[Dataset entries]

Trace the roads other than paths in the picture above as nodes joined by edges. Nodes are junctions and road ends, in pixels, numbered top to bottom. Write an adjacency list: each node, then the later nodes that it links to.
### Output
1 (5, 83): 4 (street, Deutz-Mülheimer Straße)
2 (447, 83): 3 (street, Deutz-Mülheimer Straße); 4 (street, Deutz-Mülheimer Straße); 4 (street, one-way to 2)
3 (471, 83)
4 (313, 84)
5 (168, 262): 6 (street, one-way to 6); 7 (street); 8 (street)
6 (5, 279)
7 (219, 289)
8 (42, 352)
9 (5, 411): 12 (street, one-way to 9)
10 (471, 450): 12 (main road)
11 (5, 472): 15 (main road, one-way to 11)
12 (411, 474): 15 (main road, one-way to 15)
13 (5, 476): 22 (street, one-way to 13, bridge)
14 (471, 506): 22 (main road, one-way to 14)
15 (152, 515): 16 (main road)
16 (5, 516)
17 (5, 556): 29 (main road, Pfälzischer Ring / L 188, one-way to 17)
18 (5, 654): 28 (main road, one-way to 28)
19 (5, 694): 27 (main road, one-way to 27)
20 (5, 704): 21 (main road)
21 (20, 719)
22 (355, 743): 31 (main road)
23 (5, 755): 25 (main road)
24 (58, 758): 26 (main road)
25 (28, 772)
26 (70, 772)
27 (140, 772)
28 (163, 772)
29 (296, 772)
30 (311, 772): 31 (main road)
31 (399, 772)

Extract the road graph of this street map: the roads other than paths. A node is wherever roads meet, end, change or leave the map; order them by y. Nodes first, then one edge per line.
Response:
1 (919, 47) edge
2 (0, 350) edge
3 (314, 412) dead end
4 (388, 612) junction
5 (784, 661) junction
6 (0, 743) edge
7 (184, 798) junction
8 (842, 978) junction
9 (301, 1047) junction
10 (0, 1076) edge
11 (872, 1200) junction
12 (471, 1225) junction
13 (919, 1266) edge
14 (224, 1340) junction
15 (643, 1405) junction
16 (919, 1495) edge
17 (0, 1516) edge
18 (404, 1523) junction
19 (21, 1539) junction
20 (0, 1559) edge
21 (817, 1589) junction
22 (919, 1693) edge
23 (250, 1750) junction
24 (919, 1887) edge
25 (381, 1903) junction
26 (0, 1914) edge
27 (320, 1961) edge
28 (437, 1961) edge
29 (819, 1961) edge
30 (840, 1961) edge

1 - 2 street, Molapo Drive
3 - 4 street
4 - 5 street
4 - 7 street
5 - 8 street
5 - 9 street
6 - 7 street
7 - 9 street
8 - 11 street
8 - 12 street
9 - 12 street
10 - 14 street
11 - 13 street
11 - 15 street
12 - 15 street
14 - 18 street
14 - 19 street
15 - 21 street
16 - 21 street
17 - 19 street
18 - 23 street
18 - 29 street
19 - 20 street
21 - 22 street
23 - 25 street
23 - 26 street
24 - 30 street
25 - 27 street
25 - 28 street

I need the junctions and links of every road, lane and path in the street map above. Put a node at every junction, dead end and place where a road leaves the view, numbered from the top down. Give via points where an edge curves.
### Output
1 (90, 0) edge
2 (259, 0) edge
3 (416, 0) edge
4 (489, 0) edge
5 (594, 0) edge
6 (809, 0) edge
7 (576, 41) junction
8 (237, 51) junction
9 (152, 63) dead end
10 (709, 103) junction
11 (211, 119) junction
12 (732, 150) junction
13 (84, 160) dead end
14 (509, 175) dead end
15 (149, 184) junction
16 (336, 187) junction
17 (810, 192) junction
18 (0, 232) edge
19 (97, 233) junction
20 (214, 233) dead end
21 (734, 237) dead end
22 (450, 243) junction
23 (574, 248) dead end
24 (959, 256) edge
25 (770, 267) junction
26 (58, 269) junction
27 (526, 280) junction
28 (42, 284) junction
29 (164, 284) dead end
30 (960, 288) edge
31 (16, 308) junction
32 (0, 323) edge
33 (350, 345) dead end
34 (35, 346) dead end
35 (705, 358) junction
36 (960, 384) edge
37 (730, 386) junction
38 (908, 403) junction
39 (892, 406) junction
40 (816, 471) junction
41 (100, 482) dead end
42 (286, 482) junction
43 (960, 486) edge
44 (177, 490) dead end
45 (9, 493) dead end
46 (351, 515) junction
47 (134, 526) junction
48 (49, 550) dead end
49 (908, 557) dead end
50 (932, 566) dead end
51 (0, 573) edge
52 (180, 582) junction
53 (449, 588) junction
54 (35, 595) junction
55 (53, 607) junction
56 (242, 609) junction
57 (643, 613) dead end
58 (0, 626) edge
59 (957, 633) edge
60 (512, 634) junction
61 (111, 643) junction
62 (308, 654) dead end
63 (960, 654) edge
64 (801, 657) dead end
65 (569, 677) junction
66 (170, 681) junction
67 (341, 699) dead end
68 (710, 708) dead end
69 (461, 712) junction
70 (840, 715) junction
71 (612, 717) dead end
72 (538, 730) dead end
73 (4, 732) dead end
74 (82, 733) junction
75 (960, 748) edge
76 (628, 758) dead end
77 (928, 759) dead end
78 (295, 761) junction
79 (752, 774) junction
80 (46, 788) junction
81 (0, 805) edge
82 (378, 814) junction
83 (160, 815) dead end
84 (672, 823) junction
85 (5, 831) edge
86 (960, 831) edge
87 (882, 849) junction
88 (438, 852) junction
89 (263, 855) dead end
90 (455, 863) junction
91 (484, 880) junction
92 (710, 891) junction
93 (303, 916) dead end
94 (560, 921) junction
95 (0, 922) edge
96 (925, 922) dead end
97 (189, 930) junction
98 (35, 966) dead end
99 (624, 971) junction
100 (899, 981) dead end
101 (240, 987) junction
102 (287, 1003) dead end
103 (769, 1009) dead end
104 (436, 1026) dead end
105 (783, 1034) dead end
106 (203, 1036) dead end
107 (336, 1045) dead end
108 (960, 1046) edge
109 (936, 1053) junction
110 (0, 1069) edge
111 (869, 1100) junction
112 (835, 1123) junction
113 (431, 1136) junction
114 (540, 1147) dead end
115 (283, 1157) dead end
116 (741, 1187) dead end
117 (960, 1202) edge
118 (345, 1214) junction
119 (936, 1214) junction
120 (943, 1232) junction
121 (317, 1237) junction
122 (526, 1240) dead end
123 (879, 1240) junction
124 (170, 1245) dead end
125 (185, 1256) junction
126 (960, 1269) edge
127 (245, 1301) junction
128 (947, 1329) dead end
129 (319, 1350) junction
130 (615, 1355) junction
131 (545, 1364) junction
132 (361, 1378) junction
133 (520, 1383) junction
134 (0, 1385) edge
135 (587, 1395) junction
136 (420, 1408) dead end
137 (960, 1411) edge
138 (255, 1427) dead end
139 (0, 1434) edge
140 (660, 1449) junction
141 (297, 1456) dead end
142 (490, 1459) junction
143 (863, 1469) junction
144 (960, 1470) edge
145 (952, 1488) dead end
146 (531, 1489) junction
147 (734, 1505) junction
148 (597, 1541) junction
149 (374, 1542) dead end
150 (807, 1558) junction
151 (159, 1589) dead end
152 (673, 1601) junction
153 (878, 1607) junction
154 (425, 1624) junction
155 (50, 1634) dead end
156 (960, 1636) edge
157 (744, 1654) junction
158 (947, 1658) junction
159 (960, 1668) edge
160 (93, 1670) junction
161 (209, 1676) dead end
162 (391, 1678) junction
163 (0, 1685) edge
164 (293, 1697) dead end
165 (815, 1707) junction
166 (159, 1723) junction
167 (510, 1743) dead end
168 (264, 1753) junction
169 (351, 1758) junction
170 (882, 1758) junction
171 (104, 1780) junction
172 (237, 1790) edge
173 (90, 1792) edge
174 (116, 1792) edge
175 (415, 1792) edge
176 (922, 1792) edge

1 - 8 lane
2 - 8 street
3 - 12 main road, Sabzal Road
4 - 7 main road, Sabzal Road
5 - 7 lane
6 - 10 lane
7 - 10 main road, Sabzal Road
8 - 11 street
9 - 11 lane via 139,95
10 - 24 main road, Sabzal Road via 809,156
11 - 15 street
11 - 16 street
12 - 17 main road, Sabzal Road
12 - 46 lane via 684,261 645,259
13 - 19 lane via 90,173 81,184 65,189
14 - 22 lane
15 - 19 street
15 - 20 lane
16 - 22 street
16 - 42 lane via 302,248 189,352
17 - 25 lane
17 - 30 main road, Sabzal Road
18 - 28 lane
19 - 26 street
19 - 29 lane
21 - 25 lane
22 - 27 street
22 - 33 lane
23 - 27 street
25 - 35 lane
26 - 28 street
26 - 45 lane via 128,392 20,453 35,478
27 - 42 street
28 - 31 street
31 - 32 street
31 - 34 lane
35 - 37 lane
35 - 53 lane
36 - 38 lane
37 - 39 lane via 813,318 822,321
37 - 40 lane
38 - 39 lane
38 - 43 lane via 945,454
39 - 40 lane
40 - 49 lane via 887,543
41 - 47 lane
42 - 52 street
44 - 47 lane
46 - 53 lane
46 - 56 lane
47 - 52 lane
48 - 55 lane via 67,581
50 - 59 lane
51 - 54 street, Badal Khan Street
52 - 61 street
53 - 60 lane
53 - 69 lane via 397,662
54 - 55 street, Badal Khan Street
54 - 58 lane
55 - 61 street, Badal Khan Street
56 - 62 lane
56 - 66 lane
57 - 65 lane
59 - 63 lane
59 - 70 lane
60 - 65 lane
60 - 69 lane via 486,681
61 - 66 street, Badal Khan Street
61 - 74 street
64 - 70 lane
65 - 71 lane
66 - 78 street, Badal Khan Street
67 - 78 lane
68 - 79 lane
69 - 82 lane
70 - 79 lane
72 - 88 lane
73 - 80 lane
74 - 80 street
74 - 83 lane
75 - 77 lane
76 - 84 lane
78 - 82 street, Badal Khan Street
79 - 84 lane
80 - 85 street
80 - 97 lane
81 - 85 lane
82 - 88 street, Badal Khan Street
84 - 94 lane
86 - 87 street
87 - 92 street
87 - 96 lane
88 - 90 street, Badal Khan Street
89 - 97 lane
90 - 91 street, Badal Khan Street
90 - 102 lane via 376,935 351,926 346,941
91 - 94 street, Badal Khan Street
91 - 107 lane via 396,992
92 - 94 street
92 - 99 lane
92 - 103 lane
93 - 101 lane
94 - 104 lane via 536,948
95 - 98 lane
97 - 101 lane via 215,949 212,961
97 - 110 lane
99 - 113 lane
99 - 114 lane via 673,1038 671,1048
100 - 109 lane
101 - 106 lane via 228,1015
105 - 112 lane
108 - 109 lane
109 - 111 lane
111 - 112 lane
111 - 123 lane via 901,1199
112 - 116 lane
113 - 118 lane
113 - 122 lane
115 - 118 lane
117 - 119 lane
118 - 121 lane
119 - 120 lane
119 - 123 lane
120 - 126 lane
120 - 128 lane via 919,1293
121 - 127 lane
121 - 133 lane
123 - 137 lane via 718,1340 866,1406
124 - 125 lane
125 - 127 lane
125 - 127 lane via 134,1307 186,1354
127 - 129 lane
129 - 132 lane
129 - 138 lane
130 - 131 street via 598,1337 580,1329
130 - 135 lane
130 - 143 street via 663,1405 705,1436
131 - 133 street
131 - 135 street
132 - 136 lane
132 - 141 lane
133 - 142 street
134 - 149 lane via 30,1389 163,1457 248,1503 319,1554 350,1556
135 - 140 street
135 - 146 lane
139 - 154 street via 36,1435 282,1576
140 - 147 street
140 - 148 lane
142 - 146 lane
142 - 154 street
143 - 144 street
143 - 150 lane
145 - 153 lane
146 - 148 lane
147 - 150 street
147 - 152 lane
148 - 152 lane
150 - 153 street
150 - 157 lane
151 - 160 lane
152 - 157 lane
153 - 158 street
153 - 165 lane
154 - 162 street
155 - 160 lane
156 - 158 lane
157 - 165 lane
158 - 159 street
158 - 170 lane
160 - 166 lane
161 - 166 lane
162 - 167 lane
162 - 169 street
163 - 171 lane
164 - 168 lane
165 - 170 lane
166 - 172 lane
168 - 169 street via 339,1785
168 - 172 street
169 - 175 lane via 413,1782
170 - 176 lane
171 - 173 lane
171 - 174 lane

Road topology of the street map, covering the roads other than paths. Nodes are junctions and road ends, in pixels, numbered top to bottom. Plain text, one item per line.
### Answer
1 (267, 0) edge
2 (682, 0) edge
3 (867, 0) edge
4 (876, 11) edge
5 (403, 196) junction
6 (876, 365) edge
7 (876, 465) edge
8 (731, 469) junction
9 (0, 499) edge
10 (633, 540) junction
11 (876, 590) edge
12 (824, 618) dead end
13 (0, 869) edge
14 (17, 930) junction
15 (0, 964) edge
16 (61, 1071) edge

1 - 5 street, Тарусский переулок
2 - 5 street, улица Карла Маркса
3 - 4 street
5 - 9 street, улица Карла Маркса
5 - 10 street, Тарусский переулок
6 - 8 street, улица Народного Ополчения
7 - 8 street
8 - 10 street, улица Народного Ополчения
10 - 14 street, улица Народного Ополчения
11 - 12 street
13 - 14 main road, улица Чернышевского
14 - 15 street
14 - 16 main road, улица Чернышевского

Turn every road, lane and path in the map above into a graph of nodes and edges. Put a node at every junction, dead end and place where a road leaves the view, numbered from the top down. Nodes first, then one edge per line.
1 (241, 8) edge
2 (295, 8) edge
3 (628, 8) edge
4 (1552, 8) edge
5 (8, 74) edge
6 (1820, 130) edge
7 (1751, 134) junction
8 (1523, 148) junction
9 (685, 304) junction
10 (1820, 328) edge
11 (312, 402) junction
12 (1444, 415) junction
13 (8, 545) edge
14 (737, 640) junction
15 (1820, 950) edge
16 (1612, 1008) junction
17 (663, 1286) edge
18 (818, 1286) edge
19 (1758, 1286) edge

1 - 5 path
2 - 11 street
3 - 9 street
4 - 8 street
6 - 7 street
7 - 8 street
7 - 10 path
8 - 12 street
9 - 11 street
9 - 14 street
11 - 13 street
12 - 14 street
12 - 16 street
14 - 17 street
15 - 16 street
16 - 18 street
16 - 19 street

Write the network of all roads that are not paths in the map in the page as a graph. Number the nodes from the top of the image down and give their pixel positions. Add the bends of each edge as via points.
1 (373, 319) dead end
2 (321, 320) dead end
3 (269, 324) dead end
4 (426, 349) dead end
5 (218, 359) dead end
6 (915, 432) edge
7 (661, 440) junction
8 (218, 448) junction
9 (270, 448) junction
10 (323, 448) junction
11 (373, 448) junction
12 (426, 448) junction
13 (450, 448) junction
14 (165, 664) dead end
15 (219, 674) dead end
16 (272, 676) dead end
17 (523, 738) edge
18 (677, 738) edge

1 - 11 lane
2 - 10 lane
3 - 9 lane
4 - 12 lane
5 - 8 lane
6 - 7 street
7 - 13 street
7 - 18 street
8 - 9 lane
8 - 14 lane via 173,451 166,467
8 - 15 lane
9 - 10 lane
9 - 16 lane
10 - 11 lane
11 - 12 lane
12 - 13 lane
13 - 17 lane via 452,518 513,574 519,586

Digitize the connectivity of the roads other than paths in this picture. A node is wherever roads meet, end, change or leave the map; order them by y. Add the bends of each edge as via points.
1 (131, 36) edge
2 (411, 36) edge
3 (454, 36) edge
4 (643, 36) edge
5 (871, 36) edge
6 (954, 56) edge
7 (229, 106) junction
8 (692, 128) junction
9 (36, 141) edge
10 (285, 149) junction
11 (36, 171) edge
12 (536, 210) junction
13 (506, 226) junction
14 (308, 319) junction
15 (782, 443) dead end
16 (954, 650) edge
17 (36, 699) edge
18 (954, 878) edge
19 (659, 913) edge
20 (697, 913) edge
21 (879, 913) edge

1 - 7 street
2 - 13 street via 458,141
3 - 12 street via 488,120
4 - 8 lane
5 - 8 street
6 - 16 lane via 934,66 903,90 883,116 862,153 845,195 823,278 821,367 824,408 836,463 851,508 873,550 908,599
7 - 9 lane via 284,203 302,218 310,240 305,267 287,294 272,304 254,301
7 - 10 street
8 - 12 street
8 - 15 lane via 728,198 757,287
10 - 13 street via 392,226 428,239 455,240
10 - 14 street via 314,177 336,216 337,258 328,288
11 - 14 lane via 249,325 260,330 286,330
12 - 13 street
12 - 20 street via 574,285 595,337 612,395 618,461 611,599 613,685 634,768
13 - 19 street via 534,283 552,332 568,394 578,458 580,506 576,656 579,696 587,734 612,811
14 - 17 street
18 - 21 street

Work task: Within the data above, filter for lines containing the word "down" and copy each one.

Expected answer:
I need the junctions and links of every road, lane and path in the street map above. Put a node at every junction, dead end and place where a road leaves the view, numbered from the top down. Give via points where an edge curves.
Turn every road, lane and path in the map above into a graph of nodes and edges. Put a node at every junction, dead end and place where a road leaves the view, numbered from the top down. Nodes first, then one edge per line.
Write the network of all roads that are not paths in the map in the page as a graph. Number the nodes from the top of the image down and give their pixel positions. Add the bends of each edge as via points.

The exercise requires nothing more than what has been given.